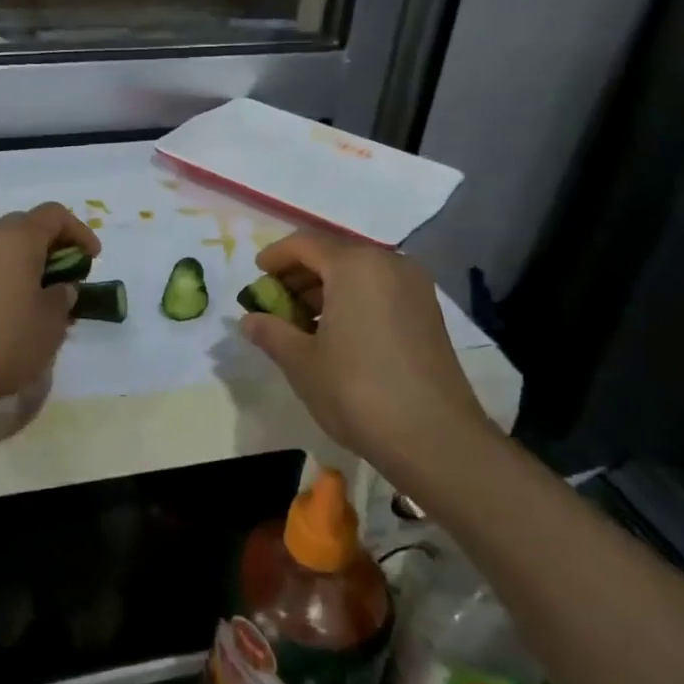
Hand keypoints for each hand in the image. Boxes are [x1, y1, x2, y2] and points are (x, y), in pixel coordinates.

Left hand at [0, 202, 99, 410]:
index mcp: (18, 238)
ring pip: (5, 245)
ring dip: (28, 261)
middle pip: (27, 225)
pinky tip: (15, 307)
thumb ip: (63, 297)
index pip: (54, 215)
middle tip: (69, 275)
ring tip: (43, 294)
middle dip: (52, 245)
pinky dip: (7, 274)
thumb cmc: (4, 339)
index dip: (79, 232)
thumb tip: (60, 288)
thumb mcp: (51, 322)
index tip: (92, 259)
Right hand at [239, 231, 494, 474]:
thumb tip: (248, 320)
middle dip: (299, 275)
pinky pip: (379, 291)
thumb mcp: (301, 362)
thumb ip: (271, 332)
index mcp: (354, 266)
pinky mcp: (428, 313)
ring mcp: (414, 288)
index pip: (304, 244)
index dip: (275, 257)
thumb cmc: (357, 391)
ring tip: (300, 323)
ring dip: (325, 289)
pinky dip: (352, 300)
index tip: (256, 276)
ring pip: (358, 273)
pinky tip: (335, 334)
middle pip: (333, 254)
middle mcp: (389, 264)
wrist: (434, 439)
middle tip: (274, 304)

◆ **WORK ORDER**
Return every line from the one holding "ring dip: (325, 289)" through the end of the data, exactly as it appears, with both ends kept and nothing else.

◆ **THE ANSWER**
ring dip: (325, 289)
pinky dip: (352, 300)
index tip: (256, 276)
ring pip: (358, 273)
pinky tip: (335, 334)
middle pip: (333, 254)
middle mcp: (389, 264)
wrist: (434, 439)
middle tip: (274, 304)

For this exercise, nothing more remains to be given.